Once you have located the line containing "pinky tip: (230, 220)" in the material below, return it exactly along with each line after it through the line containing "index tip: (279, 229)".

_DATASET:_
──────────

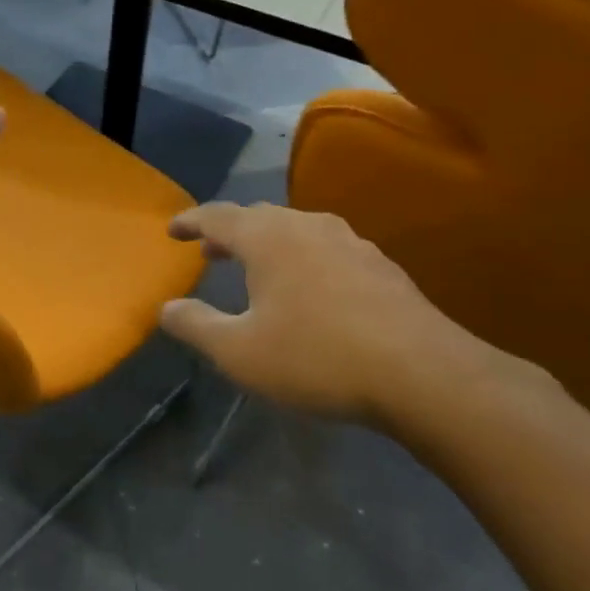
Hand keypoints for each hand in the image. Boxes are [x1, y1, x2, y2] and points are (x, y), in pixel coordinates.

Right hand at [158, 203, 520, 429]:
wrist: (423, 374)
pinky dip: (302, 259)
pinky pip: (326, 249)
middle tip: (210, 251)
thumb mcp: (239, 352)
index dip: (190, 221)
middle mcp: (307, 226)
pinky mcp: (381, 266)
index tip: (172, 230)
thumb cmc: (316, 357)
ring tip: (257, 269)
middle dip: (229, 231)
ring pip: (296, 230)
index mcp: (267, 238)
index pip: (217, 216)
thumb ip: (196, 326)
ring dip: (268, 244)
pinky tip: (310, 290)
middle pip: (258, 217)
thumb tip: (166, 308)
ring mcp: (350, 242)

──────────

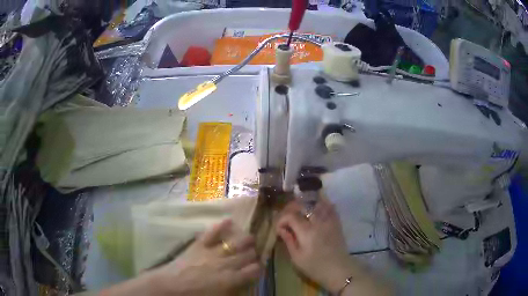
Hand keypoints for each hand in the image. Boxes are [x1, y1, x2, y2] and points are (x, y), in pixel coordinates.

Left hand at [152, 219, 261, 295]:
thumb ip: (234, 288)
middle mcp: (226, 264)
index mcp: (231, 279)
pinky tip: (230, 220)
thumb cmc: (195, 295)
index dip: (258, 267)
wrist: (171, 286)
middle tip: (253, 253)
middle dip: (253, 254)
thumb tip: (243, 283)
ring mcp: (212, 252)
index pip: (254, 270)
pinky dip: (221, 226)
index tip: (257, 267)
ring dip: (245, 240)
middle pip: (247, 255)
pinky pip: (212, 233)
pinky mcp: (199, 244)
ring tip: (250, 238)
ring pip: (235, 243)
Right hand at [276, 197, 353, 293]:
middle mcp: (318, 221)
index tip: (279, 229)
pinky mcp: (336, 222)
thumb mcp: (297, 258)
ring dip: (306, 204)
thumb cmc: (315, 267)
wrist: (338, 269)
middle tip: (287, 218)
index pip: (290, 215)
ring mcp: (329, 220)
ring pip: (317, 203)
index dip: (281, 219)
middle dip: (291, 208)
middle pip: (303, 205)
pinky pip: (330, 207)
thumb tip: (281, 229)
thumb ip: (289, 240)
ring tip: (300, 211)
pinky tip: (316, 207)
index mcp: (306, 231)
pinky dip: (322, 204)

──────────

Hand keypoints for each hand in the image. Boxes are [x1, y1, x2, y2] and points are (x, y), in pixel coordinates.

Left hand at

──────────

_FINAL ANSWER:_
pinky tip: (230, 220)
thumb cmc: (195, 295)
index dip: (258, 267)
wrist: (171, 286)
middle tip: (253, 253)
middle dip: (253, 254)
thumb tip: (243, 283)
ring mcp: (212, 252)
index pip: (254, 270)
pinky dip: (221, 226)
index tip: (257, 267)
ring dip: (245, 240)
middle pip: (247, 255)
pinky pip: (212, 233)
pinky mcp: (199, 244)
ring tip: (250, 238)
ring pip: (235, 243)
Right hand at [276, 197, 353, 293]:
middle mcp: (318, 221)
index tip: (279, 229)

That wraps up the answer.